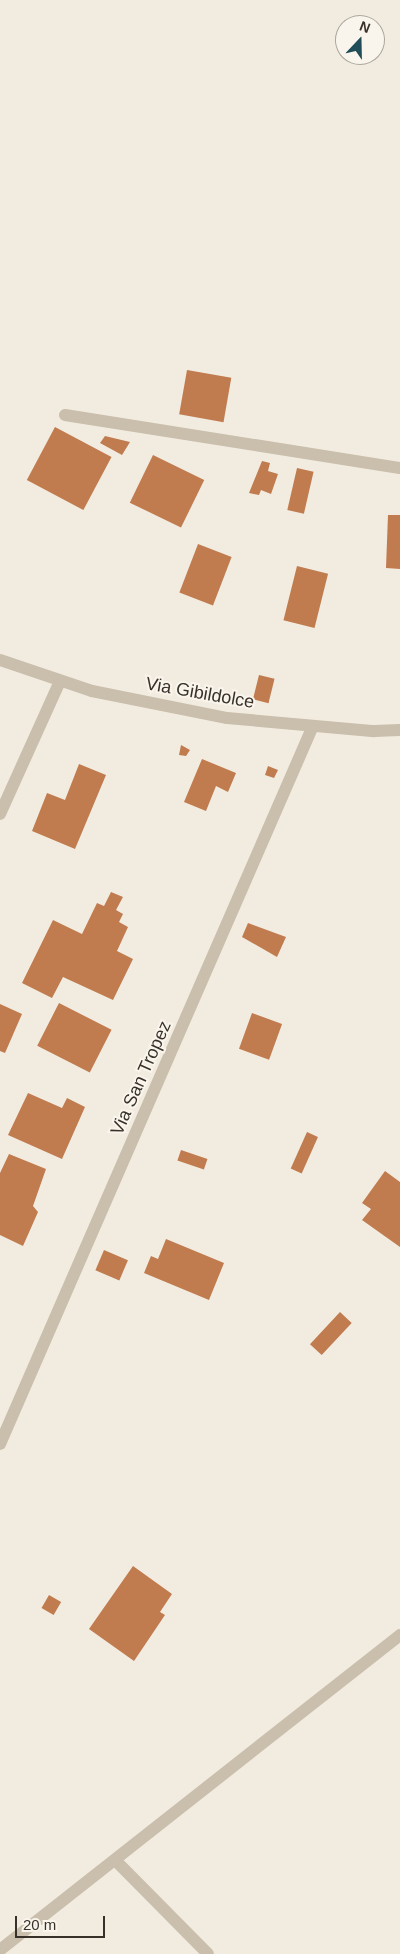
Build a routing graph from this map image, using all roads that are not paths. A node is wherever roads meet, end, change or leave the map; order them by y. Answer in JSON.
{"nodes":[{"id":1,"x":65,"y":415,"type":"dead end"},
{"id":2,"x":400,"y":468,"type":"edge"},
{"id":3,"x":0,"y":660,"type":"edge"},
{"id":4,"x":60,"y":680,"type":"junction"},
{"id":5,"x":313,"y":726,"type":"junction"},
{"id":6,"x":400,"y":730,"type":"edge"},
{"id":7,"x":0,"y":814,"type":"edge"},
{"id":8,"x":0,"y":1444,"type":"edge"},
{"id":9,"x":400,"y":1635,"type":"edge"},
{"id":10,"x":115,"y":1860,"type":"junction"},
{"id":11,"x":0,"y":1950,"type":"edge"},
{"id":12,"x":208,"y":1954,"type":"edge"}],
"edges":[{"from":1,"to":2,"type":"street"},
{"from":3,"to":4,"type":"street","name":"Via Gibildolce"},
{"from":4,"to":5,"type":"street","name":"Via Gibildolce"},
{"from":4,"to":7,"type":"street"},
{"from":5,"to":6,"type":"street","name":"Via Gibildolce"},
{"from":5,"to":8,"type":"street","name":"Via San Tropez"},
{"from":9,"to":10,"type":"street"},
{"from":10,"to":11,"type":"street"},
{"from":10,"to":12,"type":"street"}]}
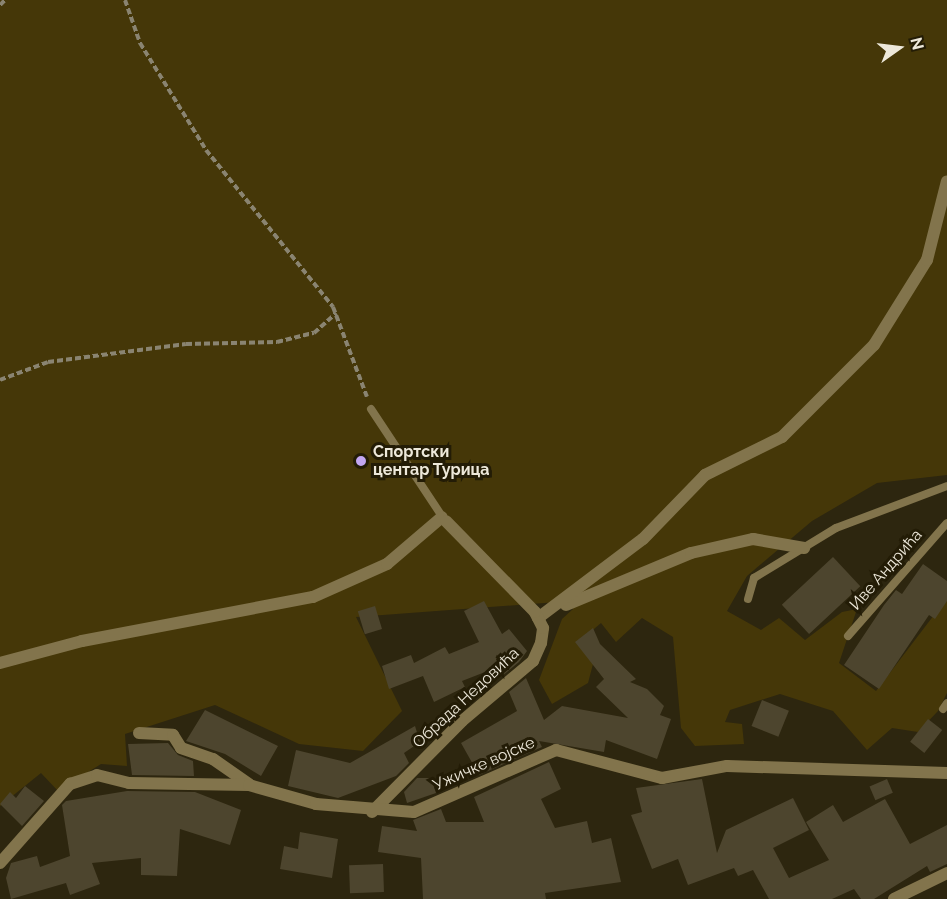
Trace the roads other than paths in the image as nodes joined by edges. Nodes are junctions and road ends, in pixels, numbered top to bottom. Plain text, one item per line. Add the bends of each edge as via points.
1 (947, 181) edge
2 (371, 409) road end
3 (947, 486) edge
4 (444, 519) junction
5 (947, 523) edge
6 (804, 548) junction
7 (748, 599) dead end
8 (538, 618) junction
9 (848, 636) dead end
10 (0, 663) edge
11 (139, 733) dead end
12 (947, 773) edge
13 (249, 785) junction
14 (372, 812) junction
15 (0, 863) edge
16 (947, 873) edge
17 (894, 899) edge

1 - 8 street via 927,260 874,345 782,437 705,475 643,539
2 - 4 lane
3 - 6 lane via 836,528
4 - 8 street
4 - 10 street via 387,564 313,597 82,641
5 - 9 lane, Иве Андрића
6 - 7 lane via 754,578
6 - 8 street via 753,539 691,553
8 - 14 street, Обрада Недовића via 543,628 533,661 462,721
11 - 13 street, Ужичке војске via 173,735 181,748 213,759
12 - 14 street, Ужичке војске via 727,766 662,778 556,750 414,812
13 - 14 street, Ужичке војске
13 - 15 street, Ужичке војске via 129,783 98,775 70,784
16 - 17 street

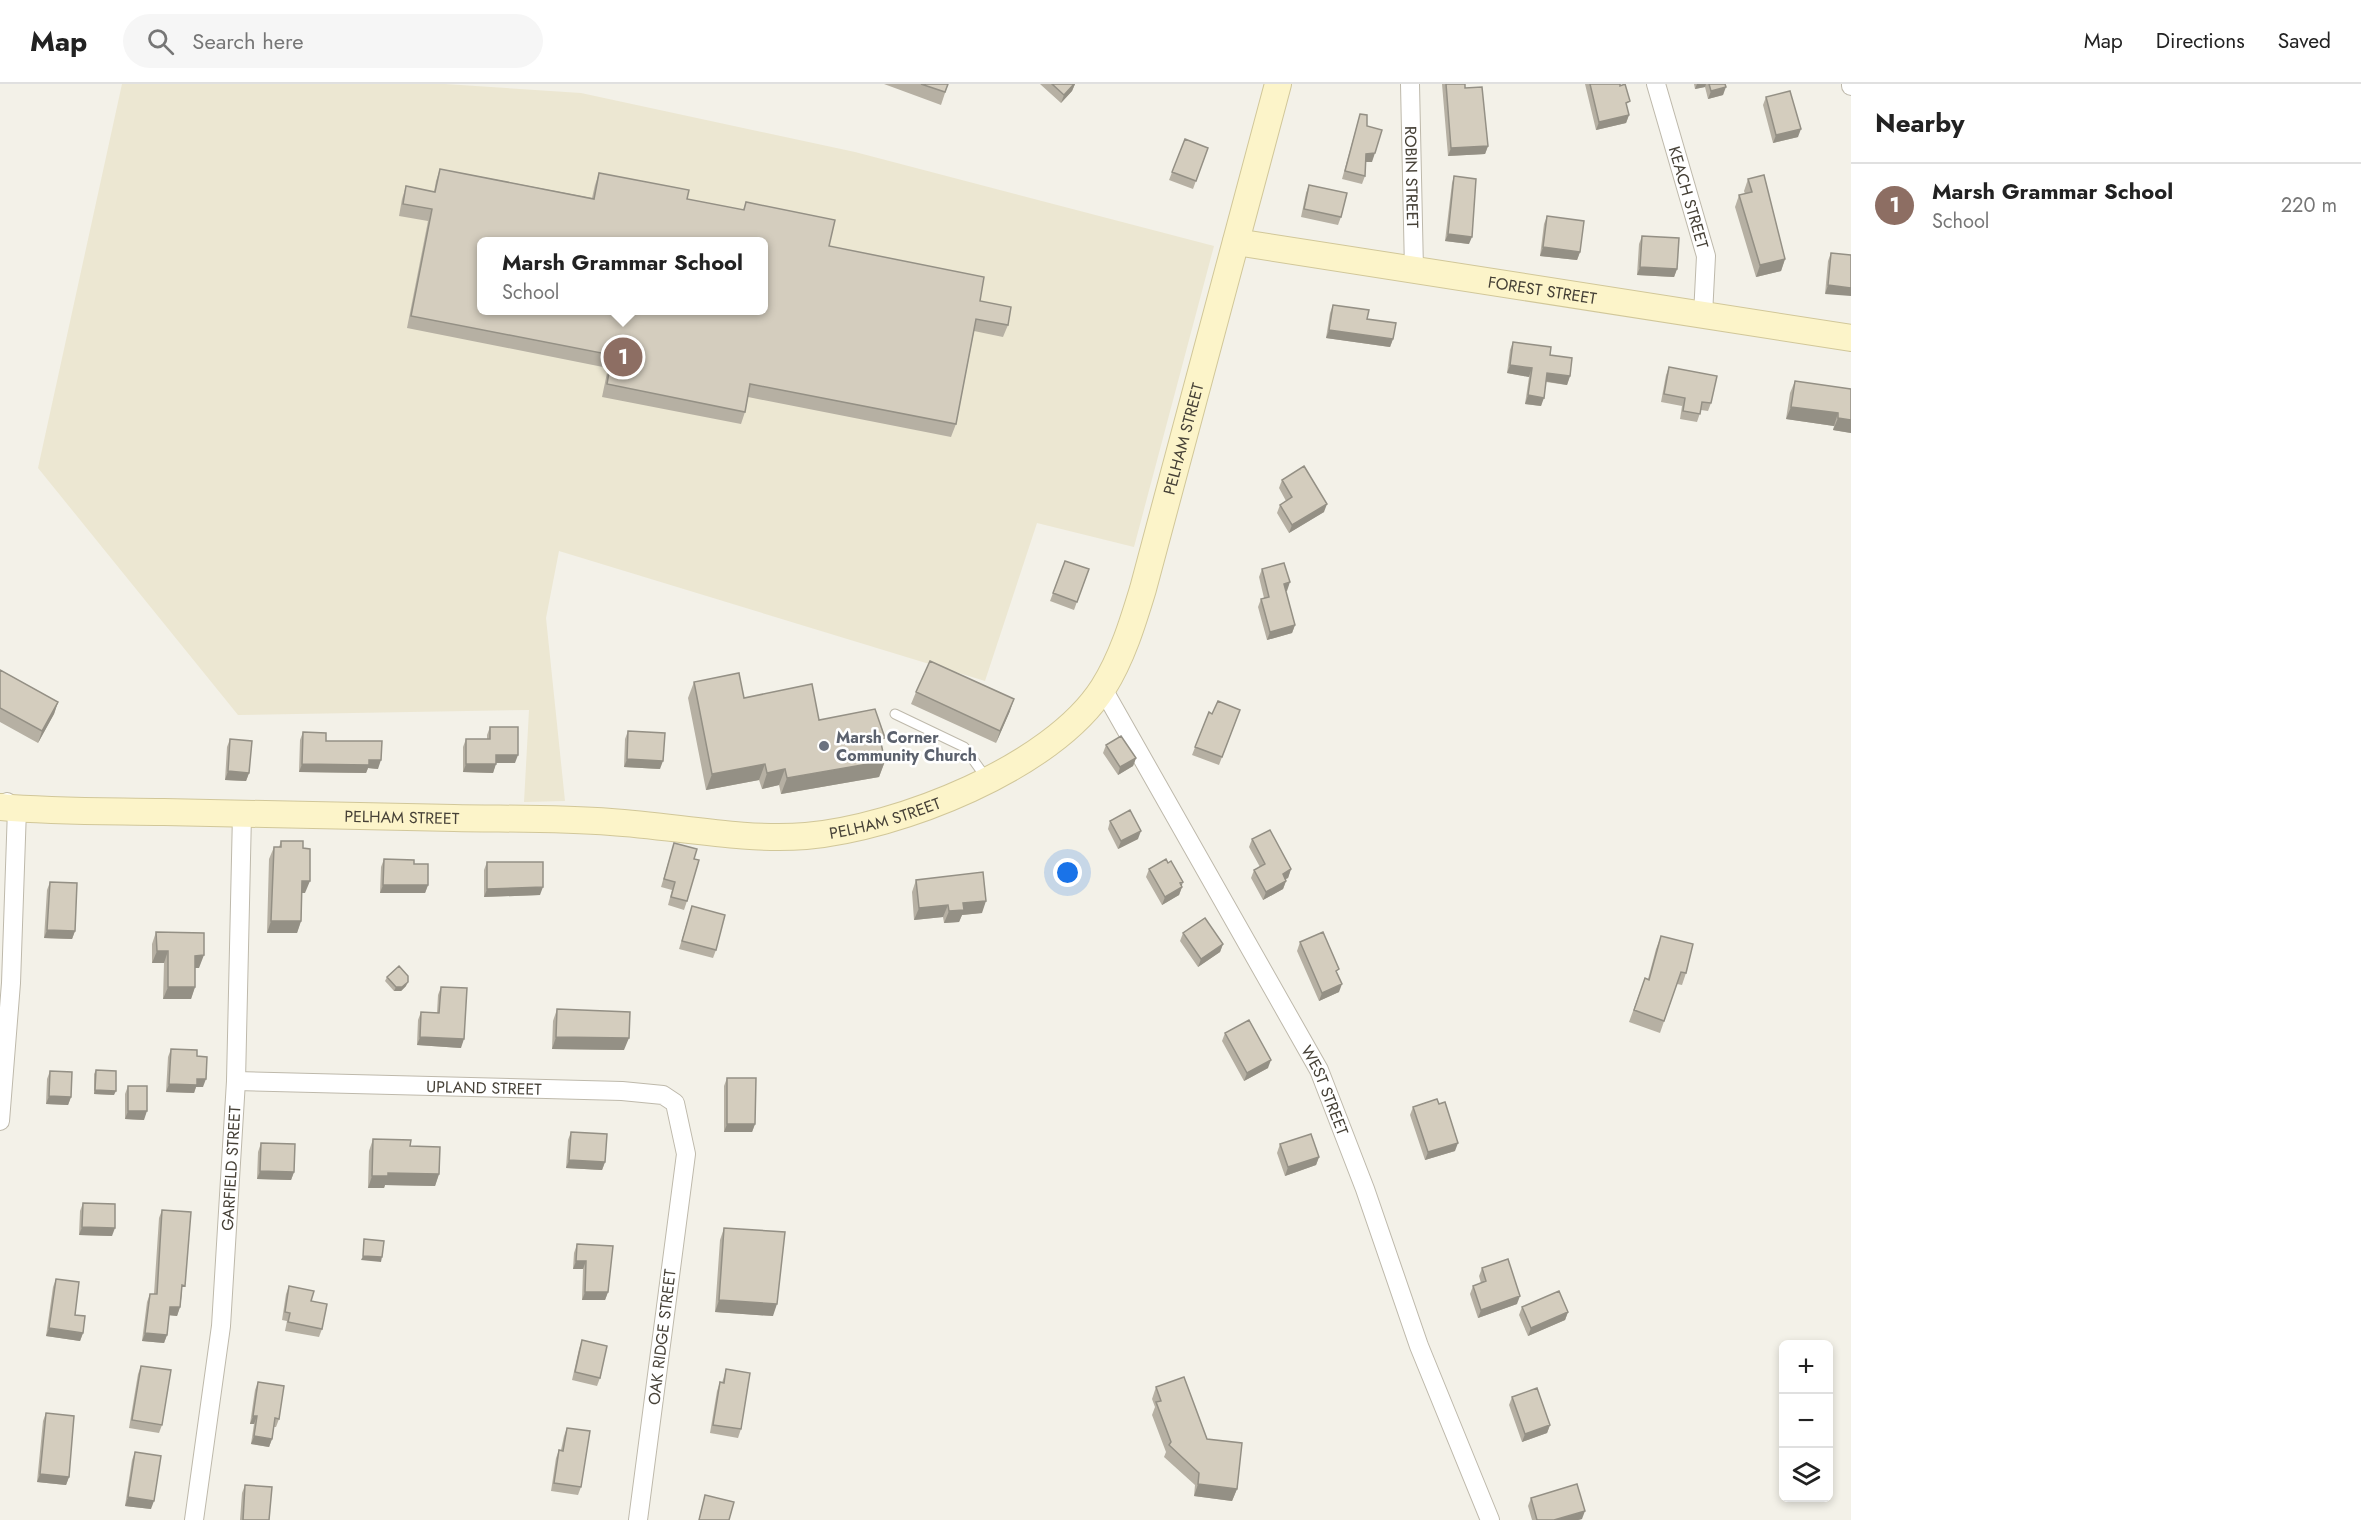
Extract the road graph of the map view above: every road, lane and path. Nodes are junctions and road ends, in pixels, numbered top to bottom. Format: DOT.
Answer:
graph roads {
  1 [pos="1278,84"];
  2 [pos="1410,84"];
  3 [pos="1656,84"];
  4 [pos="1236,242"];
  5 [pos="1414,270"];
  6 [pos="1703,315"];
  7 [pos="1851,338"];
  8 [pos="1103,689"];
  9 [pos="895,714"];
  10 [pos="987,779"];
  11 [pos="6,804"];
  12 [pos="242,814"];
  13 [pos="236,1081"];
  14 [pos="0,1121"];
  15 [pos="686,1154"];
  16 [pos="194,1520"];
  17 [pos="638,1520"];
  18 [pos="1490,1520"];
  1 -- 4 [label="street, PELHAM STREET"];
  2 -- 5 [label="street, ROBIN STREET"];
  3 -- 6 [label="street, KEACH STREET"];
  4 -- 5 [label="street, FOREST STREET"];
  4 -- 8 [label="street, PELHAM STREET"];
  5 -- 6 [label="street, FOREST STREET"];
  6 -- 7 [label="street, FOREST STREET"];
  8 -- 10 [label="street, PELHAM STREET"];
  8 -- 18 [label="street, WEST STREET"];
  9 -- 10 [label="lane"];
  10 -- 12 [label="street, PELHAM STREET"];
  11 -- 12 [label="street, PELHAM STREET"];
  11 -- 14 [label="street"];
  12 -- 13 [label="street, GARFIELD STREET"];
  13 -- 15 [label="street, UPLAND STREET"];
  13 -- 16 [label="street, GARFIELD STREET"];
  15 -- 17 [label="street, OAK RIDGE STREET"];
}
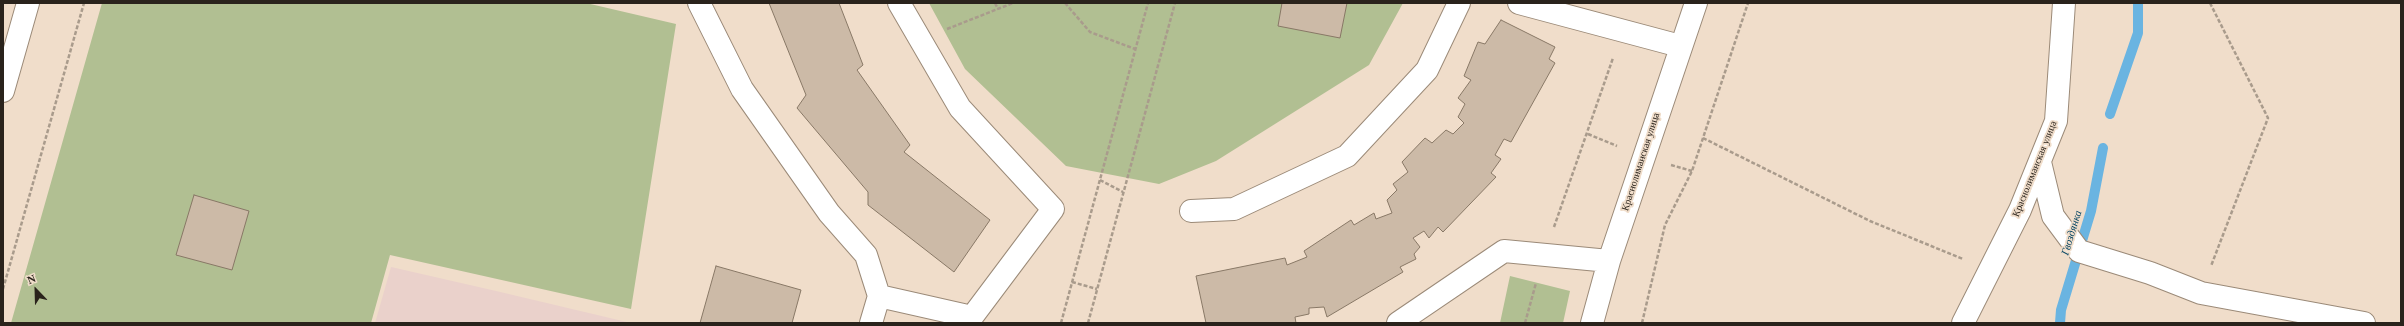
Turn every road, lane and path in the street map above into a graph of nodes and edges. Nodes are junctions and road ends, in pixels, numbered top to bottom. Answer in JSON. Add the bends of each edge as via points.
{"nodes":[{"id":1,"x":28,"y":3,"type":"edge"},
{"id":2,"x":84,"y":3,"type":"edge"},
{"id":3,"x":699,"y":3,"type":"edge"},
{"id":4,"x":899,"y":3,"type":"edge"},
{"id":5,"x":995,"y":3,"type":"edge"},
{"id":6,"x":1013,"y":3,"type":"edge"},
{"id":7,"x":1065,"y":3,"type":"edge"},
{"id":8,"x":1148,"y":3,"type":"edge"},
{"id":9,"x":1175,"y":3,"type":"edge"},
{"id":10,"x":1459,"y":3,"type":"edge"},
{"id":11,"x":1519,"y":3,"type":"edge"},
{"id":12,"x":1696,"y":3,"type":"edge"},
{"id":13,"x":1748,"y":3,"type":"edge"},
{"id":14,"x":2064,"y":3,"type":"edge"},
{"id":15,"x":2210,"y":3,"type":"edge"},
{"id":16,"x":998,"y":9,"type":"junction"},
{"id":17,"x":1622,"y":30,"type":"junction"},
{"id":18,"x":920,"y":40,"type":"junction"},
{"id":19,"x":1680,"y":46,"type":"junction"},
{"id":20,"x":1135,"y":49,"type":"junction"},
{"id":21,"x":3,"y":91,"type":"edge"},
{"id":22,"x":1703,"y":138,"type":"junction"},
{"id":23,"x":2040,"y":162,"type":"junction"},
{"id":24,"x":1100,"y":180,"type":"junction"},
{"id":25,"x":1123,"y":192,"type":"junction"},
{"id":26,"x":1191,"y":211,"type":"dead end"},
{"id":27,"x":1544,"y":255,"type":"junction"},
{"id":28,"x":1609,"y":261,"type":"junction"},
{"id":29,"x":1990,"y":270,"type":"junction"},
{"id":30,"x":1072,"y":282,"type":"junction"},
{"id":31,"x":3,"y":289,"type":"edge"},
{"id":32,"x":1097,"y":289,"type":"junction"},
{"id":33,"x":2201,"y":293,"type":"junction"},
{"id":34,"x":879,"y":296,"type":"junction"},
{"id":35,"x":871,"y":323,"type":"edge"},
{"id":36,"x":1061,"y":323,"type":"edge"},
{"id":37,"x":1088,"y":323,"type":"edge"},
{"id":38,"x":1398,"y":323,"type":"edge"},
{"id":39,"x":1525,"y":323,"type":"edge"},
{"id":40,"x":1592,"y":323,"type":"edge"},
{"id":41,"x":1642,"y":323,"type":"edge"},
{"id":42,"x":1963,"y":323,"type":"edge"},
{"id":43,"x":2364,"y":323,"type":"edge"}],
"edges":[{"from":1,"to":21,"type":"street"},
{"from":2,"to":31,"type":"path"},
{"from":3,"to":34,"type":"street","via":[[742,89],[829,213],[866,255]]},
{"from":4,"to":18,"type":"street"},
{"from":5,"to":16,"type":"path"},
{"from":6,"to":16,"type":"path"},
{"from":7,"to":20,"type":"path","via":[[1090,32]]},
{"from":8,"to":20,"type":"path"},
{"from":9,"to":25,"type":"path"},
{"from":10,"to":26,"type":"street","via":[[1427,70],[1347,156],[1234,209]]},
{"from":11,"to":17,"type":"street"},
{"from":12,"to":19,"type":"street","name":"Краснолиманская улица"},
{"from":13,"to":22,"type":"path"},
{"from":14,"to":23,"type":"street","name":"Краснолиманская улица","via":[[2056,121]]},
{"from":15,"to":33,"type":"path","via":[[2268,118]]},
{"from":16,"to":18,"type":"path"},
{"from":17,"to":19,"type":"street"},
{"from":17,"to":27,"type":"path"},
{"from":18,"to":34,"type":"street","via":[[960,108],[1053,209],[972,317]]},
{"from":19,"to":28,"type":"street","name":"Краснолиманская улица"},
{"from":20,"to":24,"type":"path"},
{"from":22,"to":29,"type":"path","via":[[1870,221]]},
{"from":22,"to":41,"type":"path","via":[[1692,171],[1665,225]]},
{"from":23,"to":29,"type":"street","name":"Краснолиманская улица","via":[[2020,210]]},
{"from":23,"to":33,"type":"street","via":[[2053,216],[2079,251],[2150,273]]},
{"from":24,"to":25,"type":"path"},
{"from":24,"to":30,"type":"path"},
{"from":25,"to":32,"type":"path"},
{"from":27,"to":28,"type":"street"},
{"from":27,"to":38,"type":"street","via":[[1504,251]]},
{"from":27,"to":39,"type":"path"},
{"from":28,"to":40,"type":"street","name":"Краснолиманская улица"},
{"from":29,"to":42,"type":"street","name":"Краснолиманская улица"},
{"from":30,"to":32,"type":"path"},
{"from":30,"to":36,"type":"path"},
{"from":32,"to":37,"type":"path"},
{"from":33,"to":43,"type":"street"},
{"from":34,"to":35,"type":"street"}]}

________________________

→ Directions for this task:
Exactly how many lines of the data include the word "војске"? Reply with that number only.

→ Output of the task:
4